___ Data to use ___
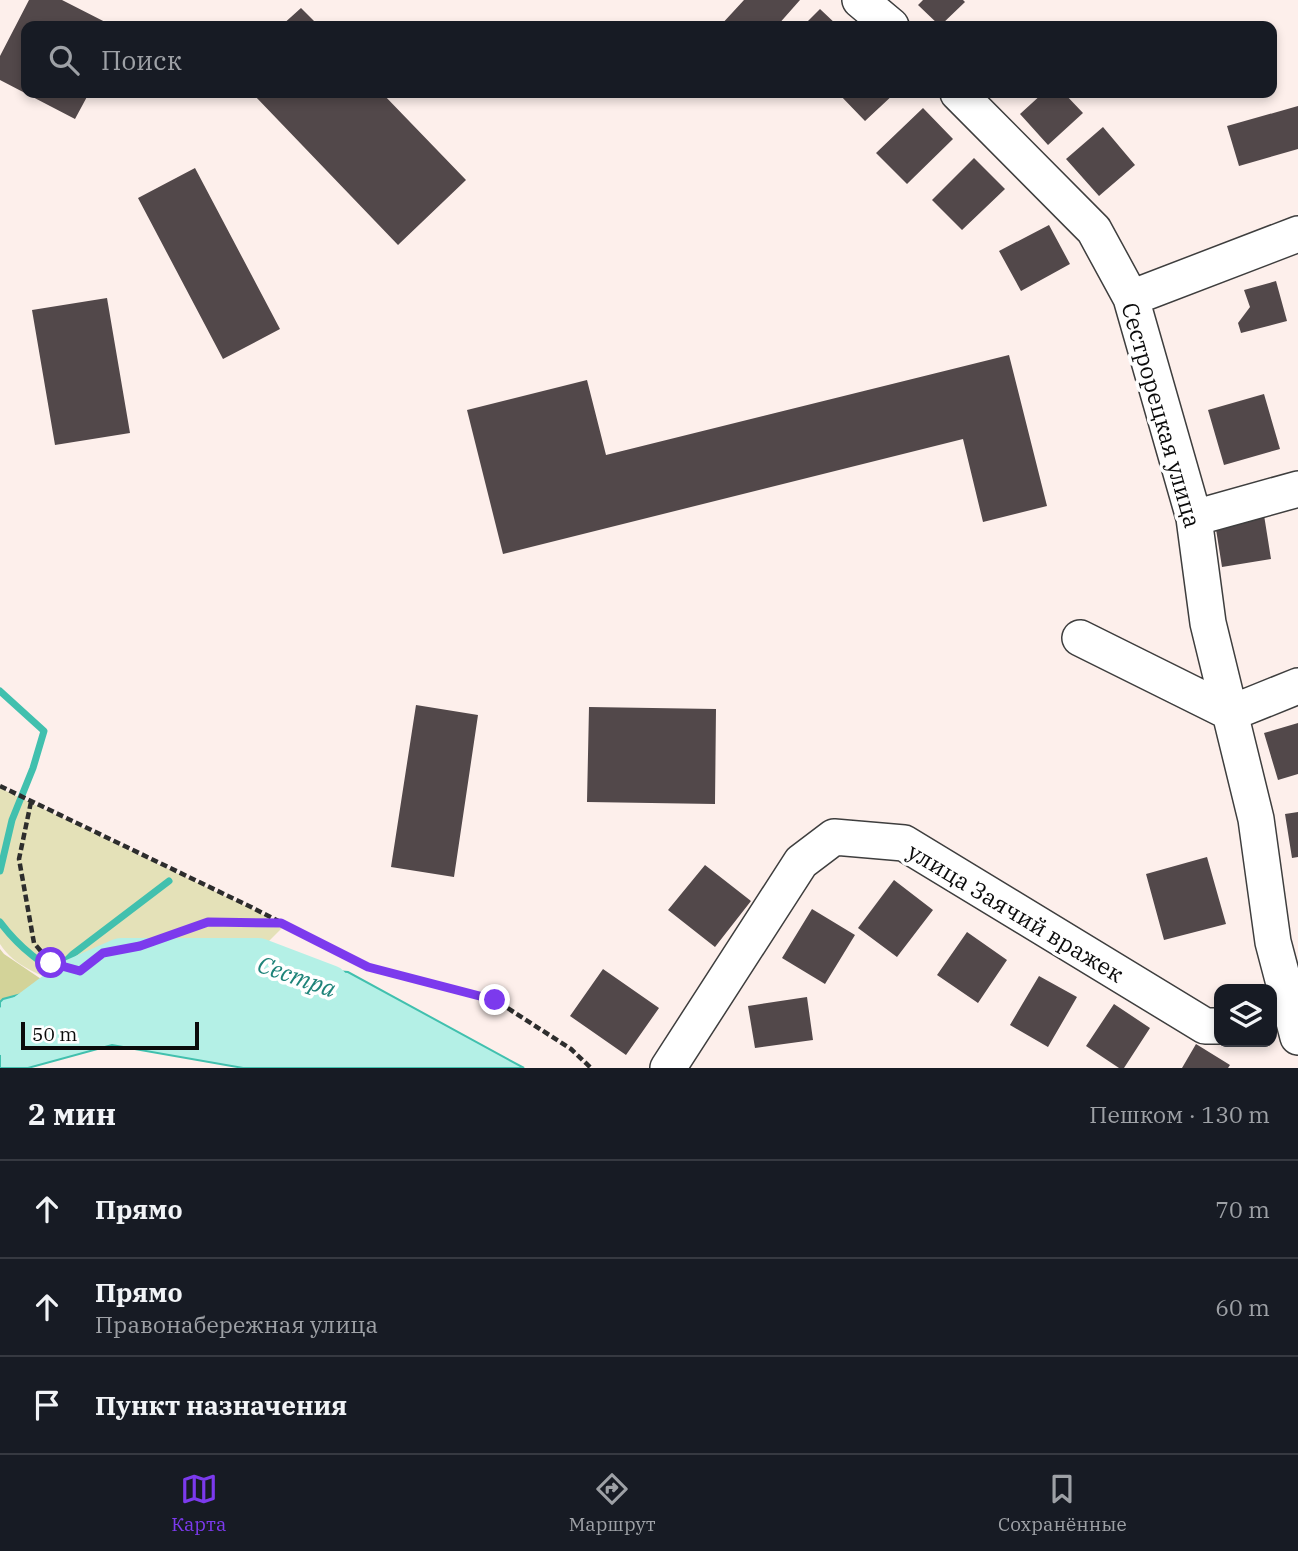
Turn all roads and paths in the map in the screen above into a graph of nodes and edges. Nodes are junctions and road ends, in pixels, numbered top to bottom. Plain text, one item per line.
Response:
1 (860, 0) edge
2 (885, 21) edge
3 (963, 98) edge
4 (1298, 234) edge
5 (1130, 298) junction
6 (1298, 489) edge
7 (1194, 518) junction
8 (1080, 638) dead end
9 (1298, 686) edge
10 (1231, 713) junction
11 (0, 786) edge
12 (32, 802) junction
13 (281, 923) junction
14 (1278, 994) edge
15 (1214, 1026) edge
16 (1298, 1037) edge
17 (591, 1068) edge
18 (668, 1068) edge

1 - 2 street
3 - 5 street, Сестрорецкая улица
4 - 5 street
5 - 7 street, Сестрорецкая улица
6 - 7 street
7 - 10 street, Сестрорецкая улица
8 - 10 street
9 - 10 street
10 - 14 street, Сестрорецкая улица
11 - 12 path
12 - 13 path
12 - 13 path
13 - 17 path
14 - 16 street, Сестрорецкая улица
15 - 18 street, улица Заячий вражек

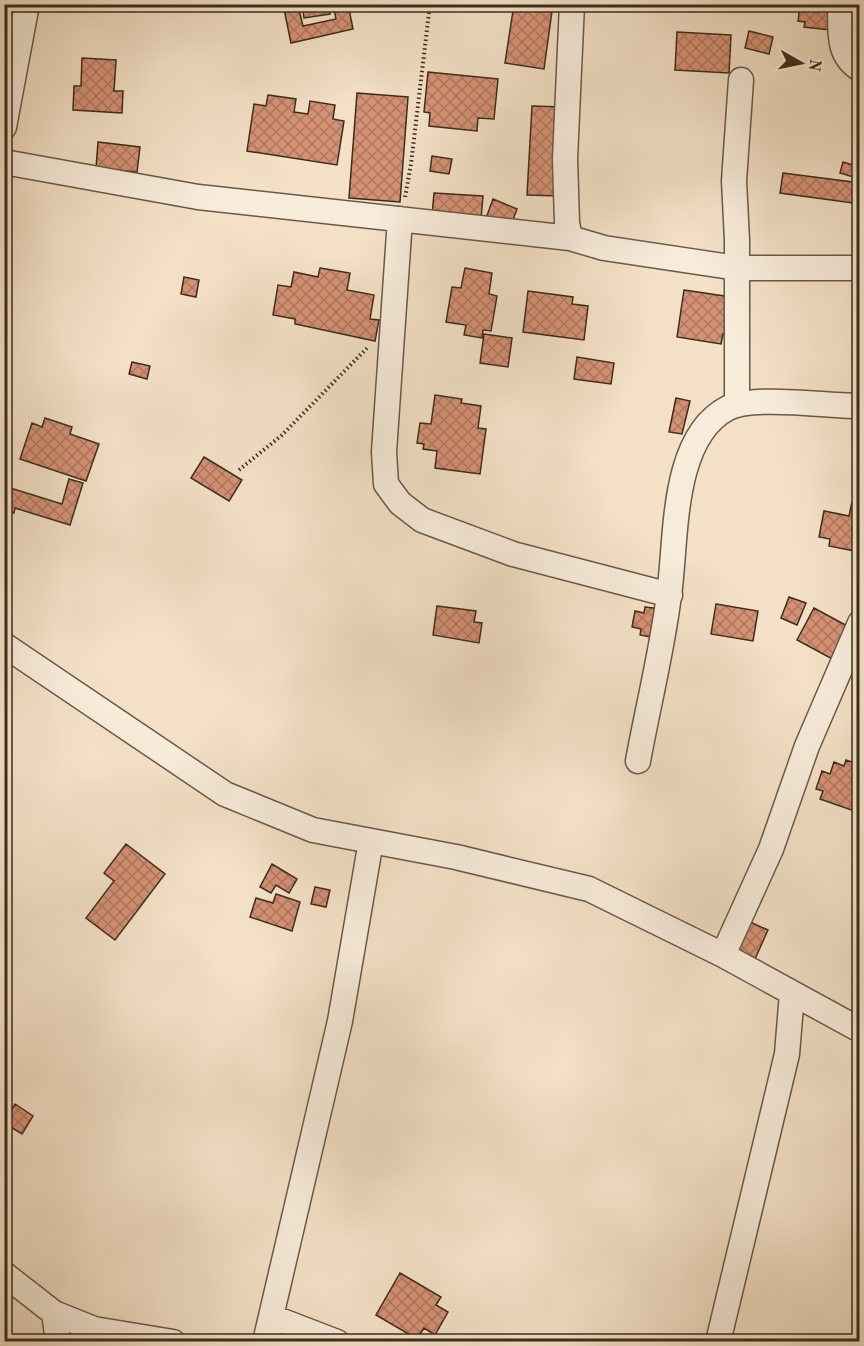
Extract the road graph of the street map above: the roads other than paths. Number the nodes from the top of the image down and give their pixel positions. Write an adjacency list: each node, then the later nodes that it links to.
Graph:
1 (27, 4): 6 (street)
2 (572, 4): 9 (street)
3 (840, 4): 4 (street)
4 (860, 69)
5 (741, 80): 10 (street)
6 (4, 127)
7 (4, 162): 8 (street)
8 (400, 219): 9 (street); 14 (street)
9 (570, 238): 10 (street)
10 (737, 268): 11 (street); 12 (street)
11 (860, 268)
12 (737, 405): 13 (street); 14 (street)
13 (860, 406)
14 (670, 595): 17 (street)
15 (860, 623): 19 (street)
16 (4, 645): 18 (street)
17 (638, 761)
18 (371, 841): 19 (street); 24 (street)
19 (723, 955): 20 (street)
20 (792, 993): 21 (street); 29 (street)
21 (860, 1030)
22 (4, 1274): 23 (street)
23 (54, 1312): 25 (street); 26 (street)
24 (272, 1317): 27 (street); 28 (street)
25 (58, 1341)
26 (173, 1341)
27 (265, 1341)
28 (337, 1341)
29 (718, 1341)

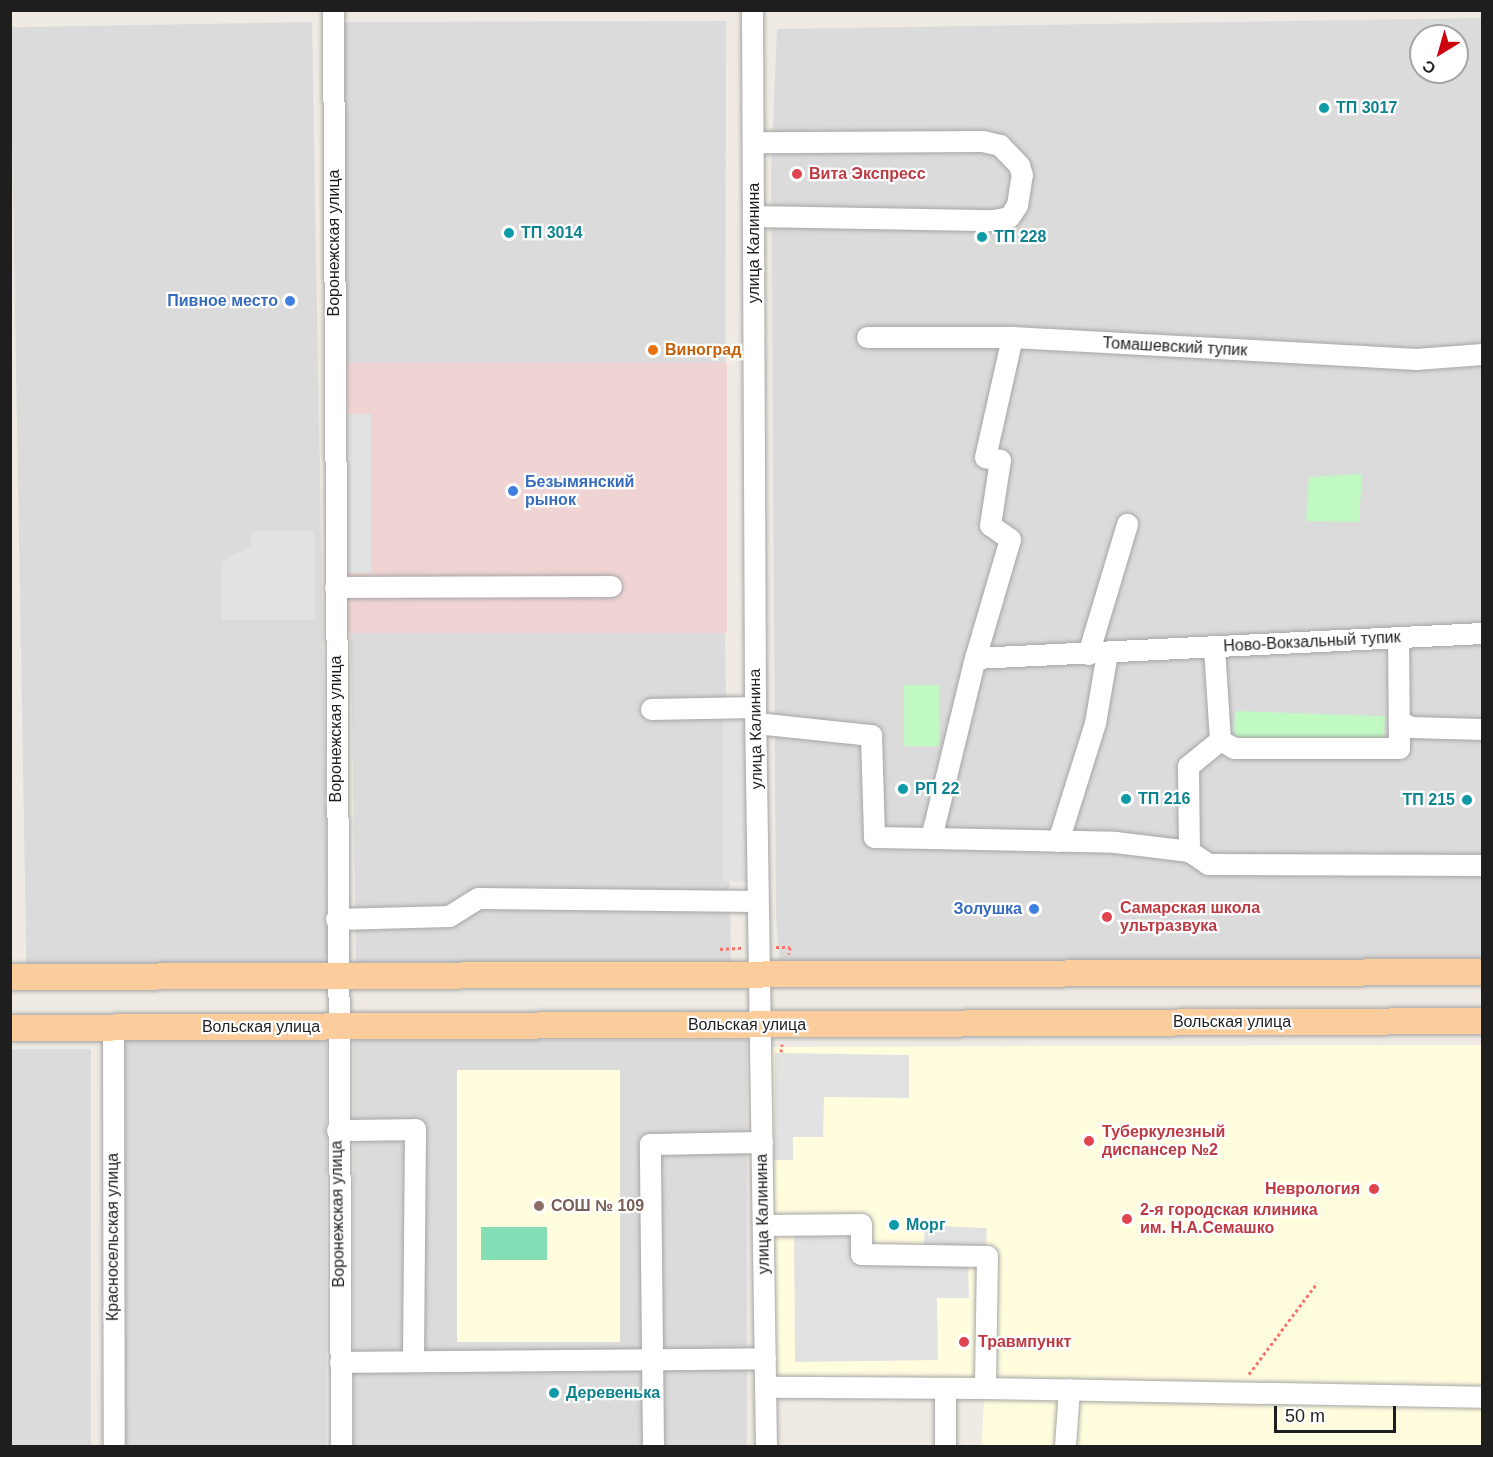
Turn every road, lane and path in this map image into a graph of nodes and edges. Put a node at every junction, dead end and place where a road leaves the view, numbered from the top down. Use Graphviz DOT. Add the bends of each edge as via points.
___
**Exercise details**
This exercise asks for an exact copy of the lines from the first one in the data through the line that contains "Extract the road", pictures excluded.

**Task output**
Turn all roads and paths in the map in the screen above into a graph of nodes and edges. Nodes are junctions and road ends, in pixels, numbered top to bottom. Plain text, one item per line.
Response:
1 (860, 0) edge
2 (885, 21) edge
3 (963, 98) edge
4 (1298, 234) edge
5 (1130, 298) junction
6 (1298, 489) edge
7 (1194, 518) junction
8 (1080, 638) dead end
9 (1298, 686) edge
10 (1231, 713) junction
11 (0, 786) edge
12 (32, 802) junction
13 (281, 923) junction
14 (1278, 994) edge
15 (1214, 1026) edge
16 (1298, 1037) edge
17 (591, 1068) edge
18 (668, 1068) edge

1 - 2 street
3 - 5 street, Сестрорецкая улица
4 - 5 street
5 - 7 street, Сестрорецкая улица
6 - 7 street
7 - 10 street, Сестрорецкая улица
8 - 10 street
9 - 10 street
10 - 14 street, Сестрорецкая улица
11 - 12 path
12 - 13 path
12 - 13 path
13 - 17 path
14 - 16 street, Сестрорецкая улица
15 - 18 street, улица Заячий вражек

Extract the road graph of the street map above: the roads other than paths. Number the nodes from the top of the image down and give their pixel positions. Write an adjacency list: each node, then the later nodes that it links to.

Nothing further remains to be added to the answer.